Extracted data entries:
============================================================

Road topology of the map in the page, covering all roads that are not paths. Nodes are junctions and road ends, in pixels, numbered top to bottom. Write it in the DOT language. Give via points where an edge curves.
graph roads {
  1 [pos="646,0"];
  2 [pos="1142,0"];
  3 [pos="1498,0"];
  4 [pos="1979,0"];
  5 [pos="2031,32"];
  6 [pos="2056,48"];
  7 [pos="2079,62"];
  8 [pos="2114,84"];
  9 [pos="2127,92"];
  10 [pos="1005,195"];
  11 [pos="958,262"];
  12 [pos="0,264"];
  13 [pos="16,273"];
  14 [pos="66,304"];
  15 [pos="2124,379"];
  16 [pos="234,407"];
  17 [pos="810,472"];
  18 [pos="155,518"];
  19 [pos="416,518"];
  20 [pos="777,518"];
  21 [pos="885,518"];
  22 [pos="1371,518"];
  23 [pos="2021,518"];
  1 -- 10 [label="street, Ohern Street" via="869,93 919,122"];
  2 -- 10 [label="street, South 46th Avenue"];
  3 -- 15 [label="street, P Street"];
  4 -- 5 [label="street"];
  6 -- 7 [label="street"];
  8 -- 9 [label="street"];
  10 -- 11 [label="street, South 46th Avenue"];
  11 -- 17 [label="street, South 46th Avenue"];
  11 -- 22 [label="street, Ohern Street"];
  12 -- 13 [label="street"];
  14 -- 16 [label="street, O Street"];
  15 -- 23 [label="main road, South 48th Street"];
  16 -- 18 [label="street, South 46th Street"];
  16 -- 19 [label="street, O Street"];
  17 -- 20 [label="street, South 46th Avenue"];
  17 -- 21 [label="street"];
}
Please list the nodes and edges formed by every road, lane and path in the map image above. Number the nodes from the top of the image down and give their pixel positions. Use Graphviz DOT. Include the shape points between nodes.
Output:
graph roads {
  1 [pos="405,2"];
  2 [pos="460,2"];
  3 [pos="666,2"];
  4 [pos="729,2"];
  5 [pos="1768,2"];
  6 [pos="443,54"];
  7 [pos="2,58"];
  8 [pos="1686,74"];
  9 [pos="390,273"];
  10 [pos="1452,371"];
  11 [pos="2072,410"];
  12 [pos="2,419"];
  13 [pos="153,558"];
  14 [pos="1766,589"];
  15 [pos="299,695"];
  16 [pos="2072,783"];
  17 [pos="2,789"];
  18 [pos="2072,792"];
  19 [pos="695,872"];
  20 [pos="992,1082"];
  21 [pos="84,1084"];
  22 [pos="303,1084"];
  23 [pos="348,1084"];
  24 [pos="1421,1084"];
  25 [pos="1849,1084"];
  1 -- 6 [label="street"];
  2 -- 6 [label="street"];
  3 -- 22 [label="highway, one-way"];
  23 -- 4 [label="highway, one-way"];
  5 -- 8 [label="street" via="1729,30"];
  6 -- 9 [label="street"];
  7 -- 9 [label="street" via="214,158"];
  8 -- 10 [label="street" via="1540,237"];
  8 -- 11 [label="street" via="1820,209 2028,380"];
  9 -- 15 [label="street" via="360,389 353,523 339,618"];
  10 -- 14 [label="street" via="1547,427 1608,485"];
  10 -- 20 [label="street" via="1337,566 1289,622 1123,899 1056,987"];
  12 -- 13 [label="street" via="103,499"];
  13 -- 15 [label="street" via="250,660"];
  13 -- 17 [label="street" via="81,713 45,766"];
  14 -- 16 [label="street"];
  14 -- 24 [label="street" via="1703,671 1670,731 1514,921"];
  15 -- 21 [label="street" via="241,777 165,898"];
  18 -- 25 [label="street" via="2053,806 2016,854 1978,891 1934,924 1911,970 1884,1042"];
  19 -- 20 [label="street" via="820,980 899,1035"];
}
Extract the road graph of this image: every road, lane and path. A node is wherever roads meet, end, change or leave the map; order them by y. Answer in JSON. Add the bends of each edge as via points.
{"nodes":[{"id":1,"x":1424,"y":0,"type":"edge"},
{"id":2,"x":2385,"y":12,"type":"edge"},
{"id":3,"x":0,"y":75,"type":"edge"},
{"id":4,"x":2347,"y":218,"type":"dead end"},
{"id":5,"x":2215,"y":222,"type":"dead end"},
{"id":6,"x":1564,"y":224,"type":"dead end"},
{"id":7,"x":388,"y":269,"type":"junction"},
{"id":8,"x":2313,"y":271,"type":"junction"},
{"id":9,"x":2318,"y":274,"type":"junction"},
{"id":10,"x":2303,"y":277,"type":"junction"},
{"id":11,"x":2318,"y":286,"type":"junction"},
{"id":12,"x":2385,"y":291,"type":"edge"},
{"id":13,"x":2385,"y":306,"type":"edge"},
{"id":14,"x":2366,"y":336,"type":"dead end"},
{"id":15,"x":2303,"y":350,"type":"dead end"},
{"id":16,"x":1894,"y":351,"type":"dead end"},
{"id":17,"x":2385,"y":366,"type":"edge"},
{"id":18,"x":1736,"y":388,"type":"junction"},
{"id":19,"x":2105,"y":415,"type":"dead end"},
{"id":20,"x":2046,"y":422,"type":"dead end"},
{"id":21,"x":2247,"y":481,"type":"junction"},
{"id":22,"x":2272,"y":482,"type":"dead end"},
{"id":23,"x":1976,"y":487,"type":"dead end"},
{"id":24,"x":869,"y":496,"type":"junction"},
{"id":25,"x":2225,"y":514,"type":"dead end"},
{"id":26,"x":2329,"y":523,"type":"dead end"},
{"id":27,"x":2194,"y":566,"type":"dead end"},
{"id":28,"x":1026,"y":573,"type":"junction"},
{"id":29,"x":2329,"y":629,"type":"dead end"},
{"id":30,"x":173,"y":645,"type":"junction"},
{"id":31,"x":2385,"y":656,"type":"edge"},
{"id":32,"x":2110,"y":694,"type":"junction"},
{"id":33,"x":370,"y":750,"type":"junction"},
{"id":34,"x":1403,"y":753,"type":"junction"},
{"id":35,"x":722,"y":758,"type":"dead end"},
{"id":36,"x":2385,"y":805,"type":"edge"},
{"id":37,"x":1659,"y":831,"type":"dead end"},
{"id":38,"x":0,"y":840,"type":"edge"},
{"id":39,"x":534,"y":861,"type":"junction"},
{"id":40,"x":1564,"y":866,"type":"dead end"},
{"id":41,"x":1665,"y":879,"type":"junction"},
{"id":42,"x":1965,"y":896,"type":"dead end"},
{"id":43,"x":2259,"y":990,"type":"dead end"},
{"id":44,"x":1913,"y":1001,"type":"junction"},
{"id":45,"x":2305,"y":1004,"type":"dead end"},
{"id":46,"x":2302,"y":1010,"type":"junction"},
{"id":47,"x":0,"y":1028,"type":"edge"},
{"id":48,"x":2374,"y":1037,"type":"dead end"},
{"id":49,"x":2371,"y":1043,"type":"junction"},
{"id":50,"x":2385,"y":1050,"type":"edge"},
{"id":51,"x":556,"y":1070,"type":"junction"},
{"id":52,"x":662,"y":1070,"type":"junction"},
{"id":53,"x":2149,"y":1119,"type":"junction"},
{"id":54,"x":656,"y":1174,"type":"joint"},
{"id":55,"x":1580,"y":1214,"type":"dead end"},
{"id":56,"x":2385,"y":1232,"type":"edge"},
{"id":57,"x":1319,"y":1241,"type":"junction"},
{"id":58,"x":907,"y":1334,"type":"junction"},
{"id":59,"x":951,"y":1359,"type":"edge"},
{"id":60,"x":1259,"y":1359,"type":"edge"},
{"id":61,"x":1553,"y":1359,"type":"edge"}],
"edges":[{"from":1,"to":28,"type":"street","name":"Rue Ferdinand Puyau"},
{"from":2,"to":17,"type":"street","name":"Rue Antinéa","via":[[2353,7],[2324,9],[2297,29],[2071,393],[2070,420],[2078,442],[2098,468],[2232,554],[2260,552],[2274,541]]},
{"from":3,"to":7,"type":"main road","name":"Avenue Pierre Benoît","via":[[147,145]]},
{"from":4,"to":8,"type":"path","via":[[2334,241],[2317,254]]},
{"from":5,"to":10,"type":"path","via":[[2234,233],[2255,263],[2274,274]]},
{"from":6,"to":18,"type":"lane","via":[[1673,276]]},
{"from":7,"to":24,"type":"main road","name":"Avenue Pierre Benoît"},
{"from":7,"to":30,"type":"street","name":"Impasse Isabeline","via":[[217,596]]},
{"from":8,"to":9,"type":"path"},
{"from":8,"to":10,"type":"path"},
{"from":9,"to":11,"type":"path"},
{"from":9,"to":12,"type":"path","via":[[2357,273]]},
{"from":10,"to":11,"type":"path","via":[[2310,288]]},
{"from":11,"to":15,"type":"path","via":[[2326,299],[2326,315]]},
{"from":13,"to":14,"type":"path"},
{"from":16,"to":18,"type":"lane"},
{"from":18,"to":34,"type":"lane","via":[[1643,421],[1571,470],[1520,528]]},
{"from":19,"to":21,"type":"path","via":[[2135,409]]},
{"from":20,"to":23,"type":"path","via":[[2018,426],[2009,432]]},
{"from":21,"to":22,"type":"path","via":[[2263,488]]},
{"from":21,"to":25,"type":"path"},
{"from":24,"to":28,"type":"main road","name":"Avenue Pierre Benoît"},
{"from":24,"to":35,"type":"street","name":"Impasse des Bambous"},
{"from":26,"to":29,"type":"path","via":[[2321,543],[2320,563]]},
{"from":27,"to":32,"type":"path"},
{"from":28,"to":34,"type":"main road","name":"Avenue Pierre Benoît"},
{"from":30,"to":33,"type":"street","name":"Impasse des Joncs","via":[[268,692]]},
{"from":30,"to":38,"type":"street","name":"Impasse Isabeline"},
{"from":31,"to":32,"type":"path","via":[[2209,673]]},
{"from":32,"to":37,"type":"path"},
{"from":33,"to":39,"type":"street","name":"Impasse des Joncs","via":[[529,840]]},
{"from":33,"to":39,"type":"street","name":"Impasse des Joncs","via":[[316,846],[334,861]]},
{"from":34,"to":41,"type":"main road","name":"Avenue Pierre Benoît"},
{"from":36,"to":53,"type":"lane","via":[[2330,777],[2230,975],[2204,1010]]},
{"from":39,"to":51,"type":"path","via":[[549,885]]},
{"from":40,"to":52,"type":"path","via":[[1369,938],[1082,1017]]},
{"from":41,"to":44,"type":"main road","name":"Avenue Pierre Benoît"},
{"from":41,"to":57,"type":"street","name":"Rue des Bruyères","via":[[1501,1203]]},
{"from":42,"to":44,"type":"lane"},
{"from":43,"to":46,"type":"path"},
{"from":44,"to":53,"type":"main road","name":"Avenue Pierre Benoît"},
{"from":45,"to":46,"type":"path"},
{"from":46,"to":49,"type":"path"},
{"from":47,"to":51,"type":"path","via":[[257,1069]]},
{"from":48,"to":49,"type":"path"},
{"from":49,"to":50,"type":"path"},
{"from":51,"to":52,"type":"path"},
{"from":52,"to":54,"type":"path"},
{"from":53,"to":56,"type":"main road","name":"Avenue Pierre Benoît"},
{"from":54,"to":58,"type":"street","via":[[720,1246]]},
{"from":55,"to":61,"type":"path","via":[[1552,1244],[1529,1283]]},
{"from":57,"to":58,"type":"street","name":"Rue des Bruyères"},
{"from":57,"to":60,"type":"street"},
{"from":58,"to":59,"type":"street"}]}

============================================================

▶ **TRY IT**
An exact copy of the data is needed, running from its first line through the line that holds "Please list the", and nothing beyond that.

▶ **EXERCISE SOLUTION**
Road topology of the map in the page, covering all roads that are not paths. Nodes are junctions and road ends, in pixels, numbered top to bottom. Write it in the DOT language. Give via points where an edge curves.
graph roads {
  1 [pos="646,0"];
  2 [pos="1142,0"];
  3 [pos="1498,0"];
  4 [pos="1979,0"];
  5 [pos="2031,32"];
  6 [pos="2056,48"];
  7 [pos="2079,62"];
  8 [pos="2114,84"];
  9 [pos="2127,92"];
  10 [pos="1005,195"];
  11 [pos="958,262"];
  12 [pos="0,264"];
  13 [pos="16,273"];
  14 [pos="66,304"];
  15 [pos="2124,379"];
  16 [pos="234,407"];
  17 [pos="810,472"];
  18 [pos="155,518"];
  19 [pos="416,518"];
  20 [pos="777,518"];
  21 [pos="885,518"];
  22 [pos="1371,518"];
  23 [pos="2021,518"];
  1 -- 10 [label="street, Ohern Street" via="869,93 919,122"];
  2 -- 10 [label="street, South 46th Avenue"];
  3 -- 15 [label="street, P Street"];
  4 -- 5 [label="street"];
  6 -- 7 [label="street"];
  8 -- 9 [label="street"];
  10 -- 11 [label="street, South 46th Avenue"];
  11 -- 17 [label="street, South 46th Avenue"];
  11 -- 22 [label="street, Ohern Street"];
  12 -- 13 [label="street"];
  14 -- 16 [label="street, O Street"];
  15 -- 23 [label="main road, South 48th Street"];
  16 -- 18 [label="street, South 46th Street"];
  16 -- 19 [label="street, O Street"];
  17 -- 20 [label="street, South 46th Avenue"];
  17 -- 21 [label="street"];
}
Please list the nodes and edges formed by every road, lane and path in the map image above. Number the nodes from the top of the image down and give their pixel positions. Use Graphviz DOT. Include the shape points between nodes.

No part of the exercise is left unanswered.